What is expected: Only the lines holding "roads" are wanted; find them in the listing and return each one.

Provided data:
▬▬▬
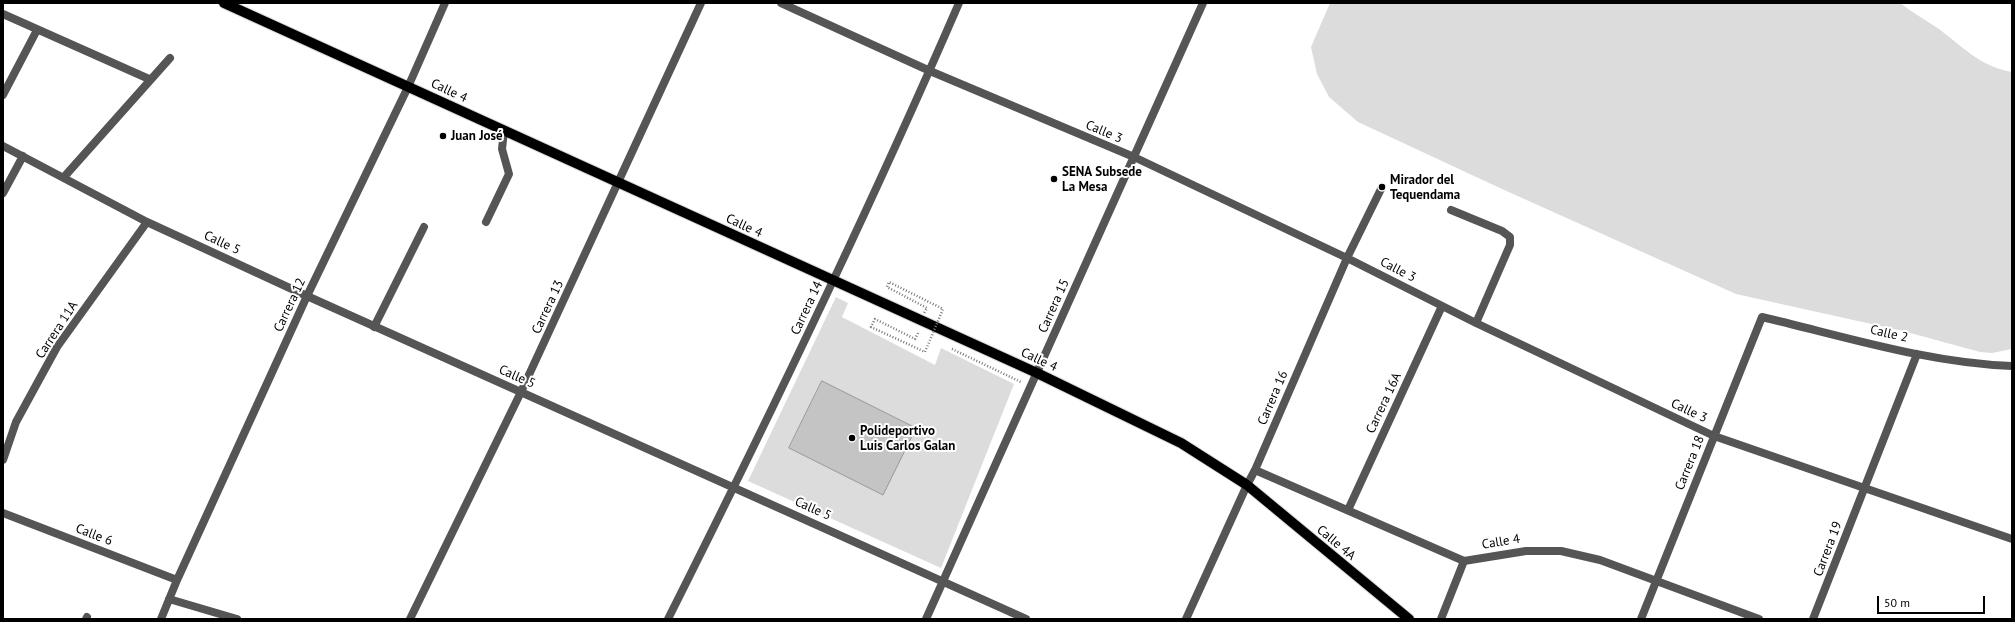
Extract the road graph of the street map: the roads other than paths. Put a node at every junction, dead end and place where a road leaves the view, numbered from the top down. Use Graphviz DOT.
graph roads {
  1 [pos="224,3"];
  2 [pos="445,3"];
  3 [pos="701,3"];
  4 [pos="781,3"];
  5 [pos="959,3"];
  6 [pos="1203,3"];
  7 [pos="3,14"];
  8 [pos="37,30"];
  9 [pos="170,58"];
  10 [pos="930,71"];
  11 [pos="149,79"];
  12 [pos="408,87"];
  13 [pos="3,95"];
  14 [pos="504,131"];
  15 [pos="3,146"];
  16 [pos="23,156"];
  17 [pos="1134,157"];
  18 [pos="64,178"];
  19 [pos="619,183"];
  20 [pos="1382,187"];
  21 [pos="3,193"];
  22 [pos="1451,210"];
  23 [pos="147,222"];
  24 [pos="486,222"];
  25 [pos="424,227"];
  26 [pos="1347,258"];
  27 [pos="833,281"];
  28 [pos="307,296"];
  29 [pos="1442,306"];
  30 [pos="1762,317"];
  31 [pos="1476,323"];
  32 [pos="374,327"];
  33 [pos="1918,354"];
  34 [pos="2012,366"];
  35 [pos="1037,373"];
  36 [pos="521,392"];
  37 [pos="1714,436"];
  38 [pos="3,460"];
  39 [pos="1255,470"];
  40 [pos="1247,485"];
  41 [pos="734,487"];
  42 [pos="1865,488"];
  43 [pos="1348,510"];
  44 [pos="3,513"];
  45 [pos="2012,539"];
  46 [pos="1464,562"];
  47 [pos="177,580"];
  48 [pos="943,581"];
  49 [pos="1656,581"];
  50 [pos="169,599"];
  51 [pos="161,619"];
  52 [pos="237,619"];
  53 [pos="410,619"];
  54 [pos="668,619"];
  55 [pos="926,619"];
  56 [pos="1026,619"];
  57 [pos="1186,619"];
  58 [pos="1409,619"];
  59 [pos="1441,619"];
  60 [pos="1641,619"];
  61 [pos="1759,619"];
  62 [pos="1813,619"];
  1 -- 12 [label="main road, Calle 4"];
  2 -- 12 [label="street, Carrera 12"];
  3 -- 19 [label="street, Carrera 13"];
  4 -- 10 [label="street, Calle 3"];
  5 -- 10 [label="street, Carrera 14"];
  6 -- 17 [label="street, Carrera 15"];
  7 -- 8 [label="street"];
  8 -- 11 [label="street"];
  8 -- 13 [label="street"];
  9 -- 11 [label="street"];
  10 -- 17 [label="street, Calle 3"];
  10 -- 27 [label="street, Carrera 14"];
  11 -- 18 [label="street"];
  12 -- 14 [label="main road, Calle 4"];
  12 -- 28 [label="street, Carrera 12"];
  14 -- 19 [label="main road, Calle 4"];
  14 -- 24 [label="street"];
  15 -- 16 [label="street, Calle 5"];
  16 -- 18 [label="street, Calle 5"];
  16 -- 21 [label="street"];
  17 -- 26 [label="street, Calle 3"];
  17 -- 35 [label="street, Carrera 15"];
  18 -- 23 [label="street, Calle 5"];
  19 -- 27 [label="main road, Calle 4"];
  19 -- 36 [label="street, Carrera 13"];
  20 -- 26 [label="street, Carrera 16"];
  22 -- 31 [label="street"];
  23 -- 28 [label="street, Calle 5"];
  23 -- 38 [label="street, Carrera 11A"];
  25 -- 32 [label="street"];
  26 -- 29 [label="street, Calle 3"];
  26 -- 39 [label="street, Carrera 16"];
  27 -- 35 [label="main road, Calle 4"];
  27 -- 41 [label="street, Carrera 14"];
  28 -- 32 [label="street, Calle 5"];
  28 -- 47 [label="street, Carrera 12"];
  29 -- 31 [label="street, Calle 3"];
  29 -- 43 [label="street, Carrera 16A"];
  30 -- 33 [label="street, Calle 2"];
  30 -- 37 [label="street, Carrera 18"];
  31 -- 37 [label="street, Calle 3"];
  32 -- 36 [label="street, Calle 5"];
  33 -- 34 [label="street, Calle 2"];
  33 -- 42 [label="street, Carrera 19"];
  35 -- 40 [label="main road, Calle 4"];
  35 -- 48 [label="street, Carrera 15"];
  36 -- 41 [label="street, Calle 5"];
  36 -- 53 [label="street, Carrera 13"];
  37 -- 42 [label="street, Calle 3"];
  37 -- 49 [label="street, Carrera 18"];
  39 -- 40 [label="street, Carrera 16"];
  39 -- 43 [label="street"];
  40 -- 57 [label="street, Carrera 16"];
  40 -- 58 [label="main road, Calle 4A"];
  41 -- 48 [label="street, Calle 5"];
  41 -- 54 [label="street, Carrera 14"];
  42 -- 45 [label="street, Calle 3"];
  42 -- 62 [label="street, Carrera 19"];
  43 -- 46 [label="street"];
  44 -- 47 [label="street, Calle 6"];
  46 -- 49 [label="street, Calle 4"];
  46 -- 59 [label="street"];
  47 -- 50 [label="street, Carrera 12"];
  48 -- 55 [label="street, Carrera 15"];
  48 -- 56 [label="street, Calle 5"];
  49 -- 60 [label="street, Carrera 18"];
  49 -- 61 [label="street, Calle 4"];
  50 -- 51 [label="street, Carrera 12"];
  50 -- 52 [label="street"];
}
▬▬▬
Task solution:
Extract the road graph of the street map: the roads other than paths. Put a node at every junction, dead end and place where a road leaves the view, numbered from the top down. Use Graphviz DOT.
graph roads {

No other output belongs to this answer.